Summary and Contributions: The paper proposed a novel framework for instrumental variable regression, called DualIV, that directly estimates the structural causal function. The derivation is rooted in dual optimization and it overcomes a longstanding challenge that prevents two-stage regression in estimating causal inference via instrumental variables. ===== I have read the authors' feedback carefully and I do appreciate the author's reply on the scalability concern. They have claimed that it is not adequately addressed in this paper and will include more details in the camera-ready version. I am looking forward to their updated one. The merit of this paper and the beautiful insight will not be overshadowed by this issue, it would be better if they can discuss or solve this problem at least to some extent.
Strengths: I like the idea of this paper. The paper is of high quality and provides theoretical proofs and extensive experimental results. Duality is a very nice, clean, and useful approach to combining causality and stochastic programming. The paper has the potential of conveying the message of causality into the wider machine learning community and thereby trigger other ideas in this area.
Weaknesses: The general perception is that kernel methods are not scalable. I am a little bit worry about the performance of dualIV on the large-scale data, and I am willing to see more experimental results (e.g. the sigmoid function f in Kernel IV paper).
Correctness: The claims and method are correct and the experimental results are promising.
Clarity: The paper is very clearly written and well organized, a pleasure to read. The assumptions are clearly stated.

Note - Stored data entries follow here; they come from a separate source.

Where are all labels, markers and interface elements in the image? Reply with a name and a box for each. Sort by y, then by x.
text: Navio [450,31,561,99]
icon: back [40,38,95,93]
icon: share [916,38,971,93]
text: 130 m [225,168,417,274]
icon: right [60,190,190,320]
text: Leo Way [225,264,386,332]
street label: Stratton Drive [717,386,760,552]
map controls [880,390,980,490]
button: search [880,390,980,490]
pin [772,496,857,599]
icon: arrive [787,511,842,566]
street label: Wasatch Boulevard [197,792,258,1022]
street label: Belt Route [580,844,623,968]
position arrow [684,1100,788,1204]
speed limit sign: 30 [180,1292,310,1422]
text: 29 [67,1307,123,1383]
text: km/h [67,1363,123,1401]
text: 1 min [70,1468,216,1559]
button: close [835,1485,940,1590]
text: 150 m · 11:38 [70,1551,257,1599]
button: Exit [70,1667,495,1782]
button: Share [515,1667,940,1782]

Relation to Prior Work: They clearly clarified the main contribution of the work relative to these previous works.
Reproducibility: Yes
Additional Feedback:
Summary and Contributions: This paper studies the regression problem, fittiing the function f with Y~E(f(X)|Z) via its dual formulation. This applies on least squares problem with the unsupervised approach. The paper proposes an algorithm based on this setting equipped with parameter selection, theoretical analysis and experiments to justify the algorithm. ======================= I have seen the feedback and I'm convinced by the reply to my doubts. I think this paper is correct now, but I'd like to see those points are explained more clearly in the final version. I think it's okay to accept it as a main conf paper, but since the technical difficulty is fairly low and the method to some extent origins from what people have known or used, I'd keep my score of 6.

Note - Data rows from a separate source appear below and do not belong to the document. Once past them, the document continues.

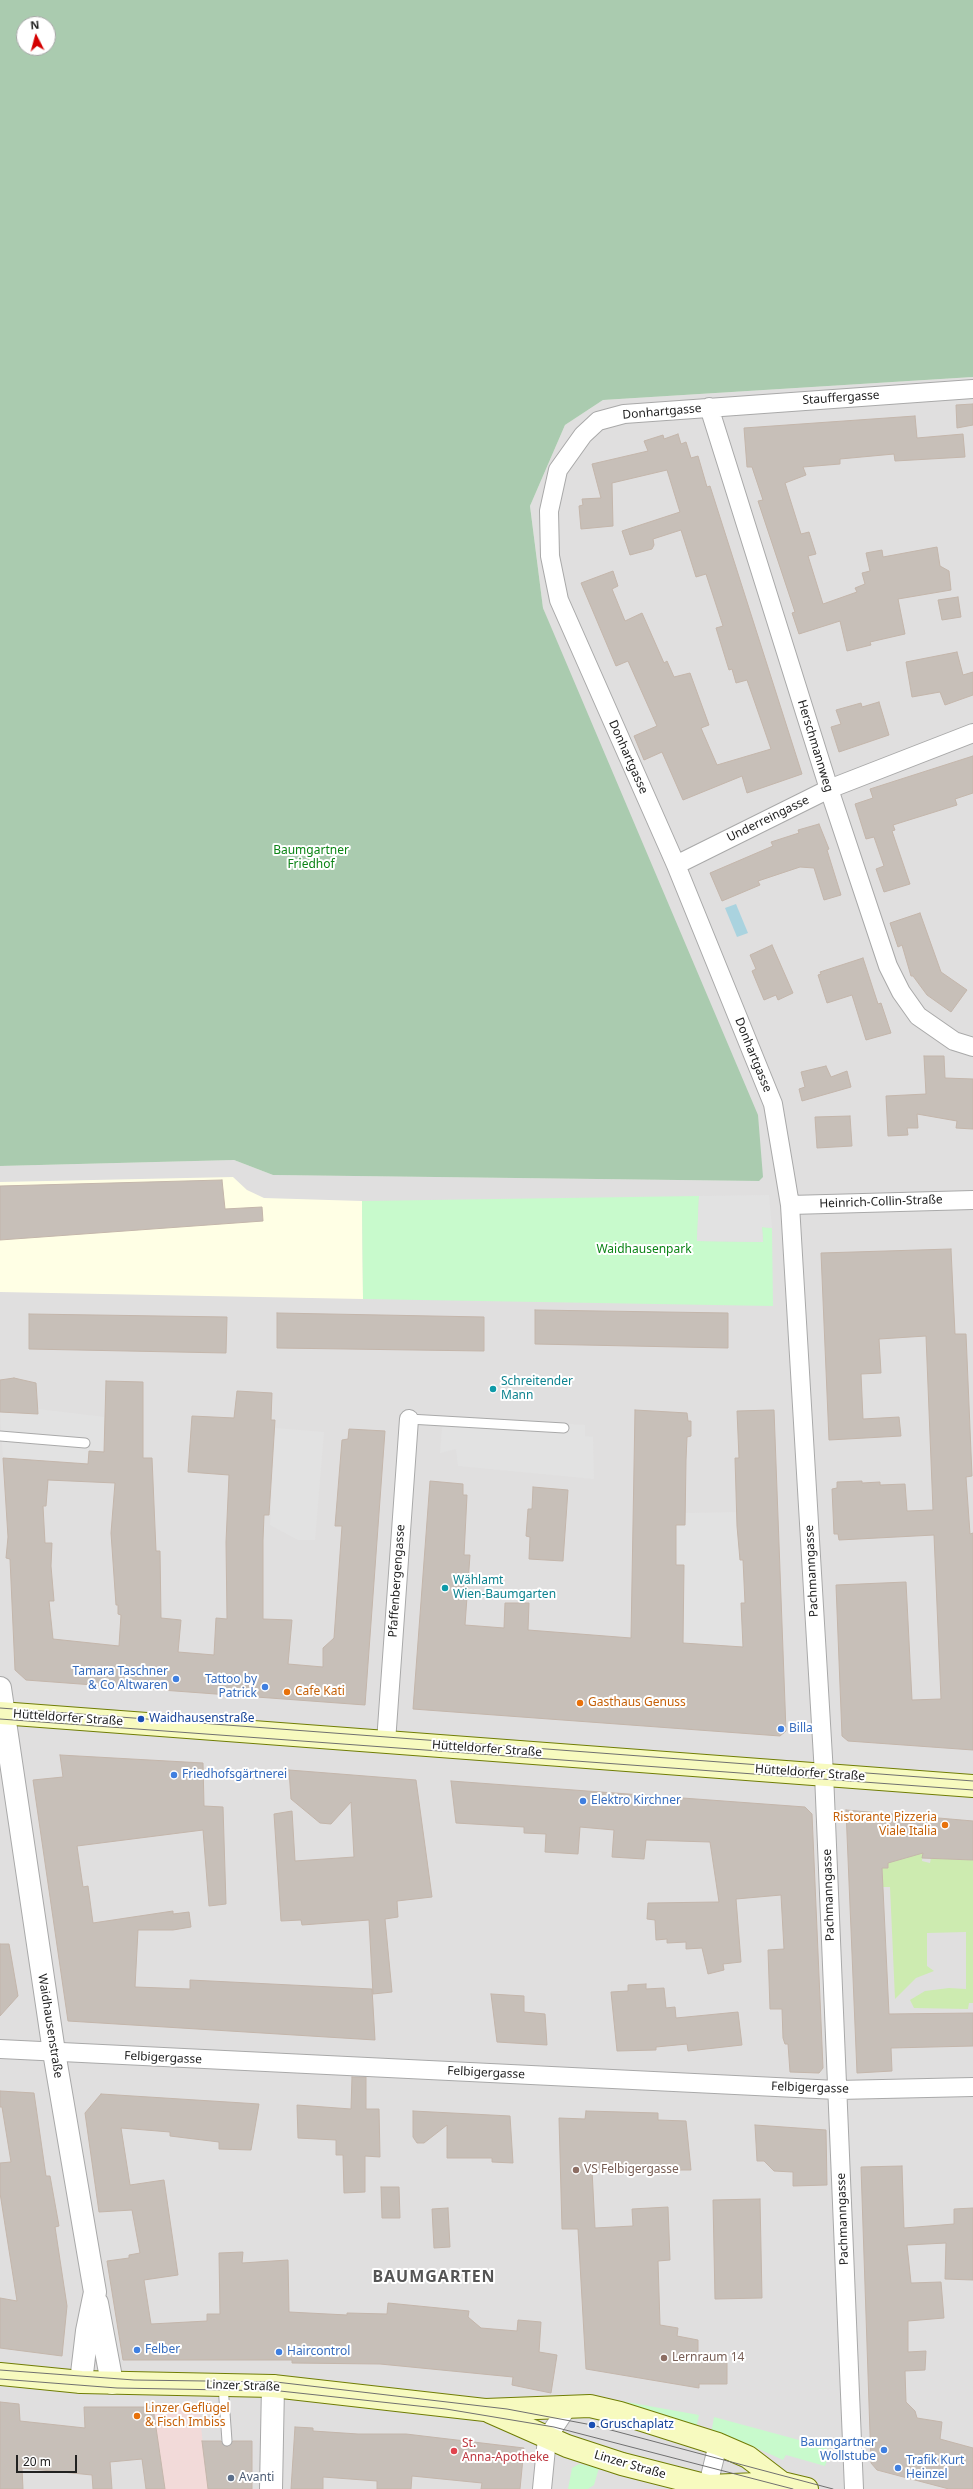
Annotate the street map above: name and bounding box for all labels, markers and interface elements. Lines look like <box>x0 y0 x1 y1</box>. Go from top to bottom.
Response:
north arrow <box>16 16 56 56</box>
text: N <box>30 17 40 32</box>
street label: Stauffergasse <box>802 388 880 408</box>
street label: Donhartgasse <box>622 401 702 423</box>
street label: Herschmannweg <box>794 698 836 794</box>
street label: Donhartgasse <box>605 718 651 796</box>
street label: Underreingasse <box>725 793 811 845</box>
park label: Baumgartner Friedhof <box>273 844 349 872</box>
street label: Donhartgasse <box>731 1016 775 1094</box>
street label: Heinrich-Collin-Straße <box>819 1193 943 1211</box>
park label: Waidhausenpark <box>596 1243 692 1257</box>
place label: Schreitender Mann <box>501 1375 573 1403</box>
marker: Schreitender Mann <box>488 1384 498 1394</box>
street label: Pfaffenbergengasse <box>386 1524 408 1638</box>
street label: Pachmanngasse <box>802 1525 822 1617</box>
place label: Wählamt Wien-Baumgarten <box>453 1574 556 1602</box>
marker: Wählamt Wien-Baumgarten <box>440 1583 450 1593</box>
place label: Tamara Taschner & Co Altwaren <box>73 1665 168 1693</box>
place label: Tattoo by Patrick <box>205 1673 257 1701</box>
marker: Tamara Taschner & Co Altwaren <box>171 1674 181 1684</box>
marker: Tattoo by Patrick <box>260 1682 270 1692</box>
place label: Cafe Kati <box>295 1685 345 1699</box>
marker: Cafe Kati <box>282 1687 292 1697</box>
place label: Gasthaus Genuss <box>588 1696 686 1710</box>
marker: Gasthaus Genuss <box>575 1698 585 1708</box>
street label: Hütteldorfer Straße <box>13 1707 123 1729</box>
place label: Waidhausenstraße <box>149 1712 254 1726</box>
marker: Waidhausenstraße <box>136 1714 146 1724</box>
place label: Billa <box>789 1722 813 1736</box>
marker: Billa <box>776 1724 786 1734</box>
street label: Hütteldorfer Straße <box>432 1738 542 1760</box>
street label: Hütteldorfer Straße <box>755 1762 865 1784</box>
place label: Friedhofsgärtnerei <box>182 1768 287 1782</box>
marker: Friedhofsgärtnerei <box>169 1770 179 1780</box>
place label: Elektro Kirchner <box>591 1794 681 1808</box>
marker: Elektro Kirchner <box>578 1796 588 1806</box>
place label: Ristorante Pizzeria Viale Italia <box>833 1811 937 1839</box>
marker: Ristorante Pizzeria Viale Italia <box>940 1820 950 1830</box>
street label: Pachmanngasse <box>820 1849 838 1941</box>
street label: Waidhausenstraße <box>35 1973 65 2079</box>
street label: Felbigergasse <box>124 2049 202 2067</box>
street label: Felbigergasse <box>447 2064 525 2082</box>
street label: Felbigergasse <box>771 2079 849 2097</box>
place label: VS Felbigergasse <box>584 2163 679 2177</box>
marker: VS Felbigergasse <box>571 2165 581 2175</box>
street label: Pachmanngasse <box>834 2173 852 2265</box>
district label: BAUMGARTEN <box>372 2267 496 2287</box>
place label: Felber <box>145 2343 180 2357</box>
marker: Felber <box>132 2345 142 2355</box>
place label: Haircontrol <box>287 2345 350 2359</box>
marker: Haircontrol <box>274 2347 284 2357</box>
place label: Lernraum 14 <box>672 2351 744 2365</box>
marker: Lernraum 14 <box>659 2353 669 2363</box>
street label: Linzer Straße <box>206 2378 280 2394</box>
place label: Linzer Geflügel & Fisch Imbiss <box>145 2402 230 2430</box>
marker: Linzer Geflügel & Fisch Imbiss <box>132 2411 142 2421</box>
place label: Gruschaplatz <box>600 2418 674 2432</box>
marker: Gruschaplatz <box>587 2420 597 2430</box>
place label: Baumgartner Wollstube <box>800 2436 876 2464</box>
place label: St. Anna-Apotheke <box>462 2437 549 2465</box>
marker: Baumgartner Wollstube <box>879 2445 889 2455</box>
marker: St. Anna-Apotheke <box>449 2446 459 2456</box>
scale bar <box>18 2447 79 2473</box>
street label: Linzer Straße <box>592 2448 668 2482</box>
text: 20 m <box>23 2453 51 2470</box>
place label: Trafik Kurt Heinzel <box>906 2454 964 2482</box>
marker: Trafik Kurt Heinzel <box>893 2463 903 2473</box>
place label: Avanti <box>239 2471 274 2485</box>
marker: Avanti <box>226 2473 236 2483</box>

Strengths: Concrete analysis of dual formulation. Clear explanation of the roadmap towards the idea of the working algorithm.
Weaknesses: I do not see major weaknesses, some minor discussions below.
Correctness: I believe the theory is correct and the experiments are reasonable.
Clarity: Yes the ideas are conveyed clearly.
Relation to Prior Work: Sorry I'm not quite familliar with the area. I appreciate the list of related literature and discussions in the first two sections.
Reproducibility: Yes
Additional Feedback: 1. Line 54, could the authors explain more about do(X=x)? And I'd like to see it emphasized later in section 3&4, what it, as well as correlated noise, means and obstacles for the formulation of the problem. 2. I don't quite see the paragraph Line 130 "cumbersome to solve (4)...". If you can do E_{XYZ}, does it mean you know p(X,Y,Z), and why is E_{X|Z} hard? Is it hard to formulate the RKHS?
Summary and Contributions: This paper addresses the problem of instrumental variable regression. It introduces a dual formulation for the corresponding learning problem, which boils down to be a convex-concave saddle-point problem. Restricting the hypothesis set to an RKHS, the authors present a closed-form solution to the minimax problem, leading to an easy implementation of the desired estimator.
Strengths: The contribution is algorithmic since the paper introduces a dual formulation and a closed-form solution to a known problem (intrsumental variable regression). I find it very interesting and definitely relevant for the NeurIPS community. The paper is well written and the proposed approach is clearly explained. The work is complete since the method is supported by theoretical and numerical evidences.
Weaknesses: I only have minor comments: - Page 2, Line 54: more explanation is needed about conditionning to do(X=x). - Page 6, Line 233: clarify dimensions of objects. - Page 7, Line 243: \top means inner product in RKHS F?
Correctness: Everything seems correct.
Clarity: The paper is clear.
Relation to Prior Work: Relation to prior work is adequately addressed.
Reproducibility: Yes
Additional Feedback: I thank the authors for addressing my comments in their rebuttal.